**TASK TO CARRY OUT**
Check every line of the data below for the word "Salleh". Copy the ones that have it.

**TASK INPUTS**
=-=-=-=-=

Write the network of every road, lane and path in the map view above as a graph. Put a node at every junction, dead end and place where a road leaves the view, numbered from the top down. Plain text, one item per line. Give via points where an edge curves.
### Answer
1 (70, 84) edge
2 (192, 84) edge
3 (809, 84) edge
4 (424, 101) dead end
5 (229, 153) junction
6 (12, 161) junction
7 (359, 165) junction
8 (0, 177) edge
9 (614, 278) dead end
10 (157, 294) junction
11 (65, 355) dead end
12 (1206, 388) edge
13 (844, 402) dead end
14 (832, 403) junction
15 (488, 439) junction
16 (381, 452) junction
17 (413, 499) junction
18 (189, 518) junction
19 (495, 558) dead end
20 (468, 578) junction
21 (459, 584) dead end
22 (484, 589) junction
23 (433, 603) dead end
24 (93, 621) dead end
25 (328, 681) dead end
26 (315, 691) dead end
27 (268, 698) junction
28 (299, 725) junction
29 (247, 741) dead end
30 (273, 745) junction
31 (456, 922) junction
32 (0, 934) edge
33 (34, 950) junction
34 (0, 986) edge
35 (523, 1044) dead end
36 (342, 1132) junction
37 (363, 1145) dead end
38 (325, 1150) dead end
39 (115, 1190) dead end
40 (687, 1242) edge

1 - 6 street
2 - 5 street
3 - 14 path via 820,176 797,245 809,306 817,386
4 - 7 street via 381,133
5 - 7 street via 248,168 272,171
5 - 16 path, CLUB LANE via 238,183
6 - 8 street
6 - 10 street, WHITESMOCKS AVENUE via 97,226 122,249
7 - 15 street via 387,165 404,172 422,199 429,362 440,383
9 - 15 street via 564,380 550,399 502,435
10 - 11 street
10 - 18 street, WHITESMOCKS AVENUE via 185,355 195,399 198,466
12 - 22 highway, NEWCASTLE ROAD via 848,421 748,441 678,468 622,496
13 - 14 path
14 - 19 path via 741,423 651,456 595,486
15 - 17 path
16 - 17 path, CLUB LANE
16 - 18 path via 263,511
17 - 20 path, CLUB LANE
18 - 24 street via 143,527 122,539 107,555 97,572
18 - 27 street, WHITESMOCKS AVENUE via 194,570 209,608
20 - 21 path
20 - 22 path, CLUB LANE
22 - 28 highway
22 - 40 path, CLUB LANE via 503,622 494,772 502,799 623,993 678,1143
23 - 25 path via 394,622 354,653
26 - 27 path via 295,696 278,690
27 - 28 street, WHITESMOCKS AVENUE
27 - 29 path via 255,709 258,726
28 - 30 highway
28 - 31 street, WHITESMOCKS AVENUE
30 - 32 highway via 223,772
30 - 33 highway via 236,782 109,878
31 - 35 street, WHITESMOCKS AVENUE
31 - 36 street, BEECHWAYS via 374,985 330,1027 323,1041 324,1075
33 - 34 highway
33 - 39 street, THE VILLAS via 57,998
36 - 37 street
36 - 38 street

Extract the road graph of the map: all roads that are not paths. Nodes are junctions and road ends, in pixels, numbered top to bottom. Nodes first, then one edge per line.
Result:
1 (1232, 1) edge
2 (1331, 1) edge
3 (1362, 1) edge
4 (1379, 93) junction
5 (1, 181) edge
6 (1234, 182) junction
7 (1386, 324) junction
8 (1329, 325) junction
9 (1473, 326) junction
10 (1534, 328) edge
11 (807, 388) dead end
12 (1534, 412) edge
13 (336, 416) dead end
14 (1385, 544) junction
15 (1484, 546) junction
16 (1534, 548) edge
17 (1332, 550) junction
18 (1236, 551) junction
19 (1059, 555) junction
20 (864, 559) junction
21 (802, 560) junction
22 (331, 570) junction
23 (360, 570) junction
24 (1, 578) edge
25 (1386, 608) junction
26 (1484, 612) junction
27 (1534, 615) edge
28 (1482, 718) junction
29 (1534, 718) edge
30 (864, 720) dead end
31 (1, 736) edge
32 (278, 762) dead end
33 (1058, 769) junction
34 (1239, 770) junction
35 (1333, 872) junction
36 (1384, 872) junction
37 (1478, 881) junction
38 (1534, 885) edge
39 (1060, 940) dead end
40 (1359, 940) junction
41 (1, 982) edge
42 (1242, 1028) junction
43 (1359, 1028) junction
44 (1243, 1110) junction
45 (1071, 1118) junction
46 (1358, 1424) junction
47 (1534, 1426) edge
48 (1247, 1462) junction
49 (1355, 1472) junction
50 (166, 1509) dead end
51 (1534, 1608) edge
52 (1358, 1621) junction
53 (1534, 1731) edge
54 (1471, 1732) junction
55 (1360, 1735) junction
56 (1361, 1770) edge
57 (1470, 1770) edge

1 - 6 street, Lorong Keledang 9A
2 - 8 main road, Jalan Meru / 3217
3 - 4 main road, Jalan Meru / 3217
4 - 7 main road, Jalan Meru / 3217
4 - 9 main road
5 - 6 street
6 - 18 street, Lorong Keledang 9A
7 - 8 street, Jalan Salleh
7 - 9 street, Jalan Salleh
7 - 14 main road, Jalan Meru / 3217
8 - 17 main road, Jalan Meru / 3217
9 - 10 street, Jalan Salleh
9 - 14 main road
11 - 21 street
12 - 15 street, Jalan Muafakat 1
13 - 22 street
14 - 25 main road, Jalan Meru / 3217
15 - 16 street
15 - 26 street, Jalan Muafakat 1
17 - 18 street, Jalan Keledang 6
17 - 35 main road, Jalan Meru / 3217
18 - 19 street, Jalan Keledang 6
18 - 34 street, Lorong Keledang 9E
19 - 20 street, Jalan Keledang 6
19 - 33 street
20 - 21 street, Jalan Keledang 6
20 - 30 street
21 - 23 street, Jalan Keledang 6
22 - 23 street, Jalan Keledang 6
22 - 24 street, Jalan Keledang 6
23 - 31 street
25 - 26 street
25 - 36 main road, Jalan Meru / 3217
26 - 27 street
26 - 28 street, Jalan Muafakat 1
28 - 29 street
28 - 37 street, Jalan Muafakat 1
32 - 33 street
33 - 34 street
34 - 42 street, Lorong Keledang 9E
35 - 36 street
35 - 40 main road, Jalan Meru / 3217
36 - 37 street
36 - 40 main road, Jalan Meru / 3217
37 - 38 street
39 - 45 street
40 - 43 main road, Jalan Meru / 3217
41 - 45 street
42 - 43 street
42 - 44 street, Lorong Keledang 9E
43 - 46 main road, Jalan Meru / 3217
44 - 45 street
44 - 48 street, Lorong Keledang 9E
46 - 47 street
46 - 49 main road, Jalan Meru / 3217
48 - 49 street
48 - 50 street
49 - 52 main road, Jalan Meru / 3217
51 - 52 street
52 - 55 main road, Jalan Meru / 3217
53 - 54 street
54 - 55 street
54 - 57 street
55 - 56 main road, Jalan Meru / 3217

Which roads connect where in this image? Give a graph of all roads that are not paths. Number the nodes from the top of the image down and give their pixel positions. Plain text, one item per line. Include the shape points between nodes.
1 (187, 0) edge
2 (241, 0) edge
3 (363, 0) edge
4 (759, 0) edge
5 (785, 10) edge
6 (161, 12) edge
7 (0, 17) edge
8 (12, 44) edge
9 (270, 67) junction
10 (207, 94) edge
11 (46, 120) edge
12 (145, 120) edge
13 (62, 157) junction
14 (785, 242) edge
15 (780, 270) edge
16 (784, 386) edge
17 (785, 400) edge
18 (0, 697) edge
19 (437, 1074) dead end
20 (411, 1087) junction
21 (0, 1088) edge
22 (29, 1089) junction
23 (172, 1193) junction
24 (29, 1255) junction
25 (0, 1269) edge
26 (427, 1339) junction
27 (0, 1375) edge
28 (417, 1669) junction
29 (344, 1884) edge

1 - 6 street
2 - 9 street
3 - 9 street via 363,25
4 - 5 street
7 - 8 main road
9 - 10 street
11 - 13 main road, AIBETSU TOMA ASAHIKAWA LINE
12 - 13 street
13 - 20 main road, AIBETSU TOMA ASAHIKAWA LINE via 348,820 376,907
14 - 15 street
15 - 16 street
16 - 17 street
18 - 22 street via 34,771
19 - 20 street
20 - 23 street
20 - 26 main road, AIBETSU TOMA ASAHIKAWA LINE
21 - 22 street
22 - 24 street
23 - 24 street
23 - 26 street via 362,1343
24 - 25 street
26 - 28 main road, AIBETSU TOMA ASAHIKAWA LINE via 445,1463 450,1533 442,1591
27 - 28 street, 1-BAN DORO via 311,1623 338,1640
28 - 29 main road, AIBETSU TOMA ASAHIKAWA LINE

=-=-=-=-=

**REPLY TO THE EXERCISE**
7 - 8 street, Jalan Salleh
7 - 9 street, Jalan Salleh
9 - 10 street, Jalan Salleh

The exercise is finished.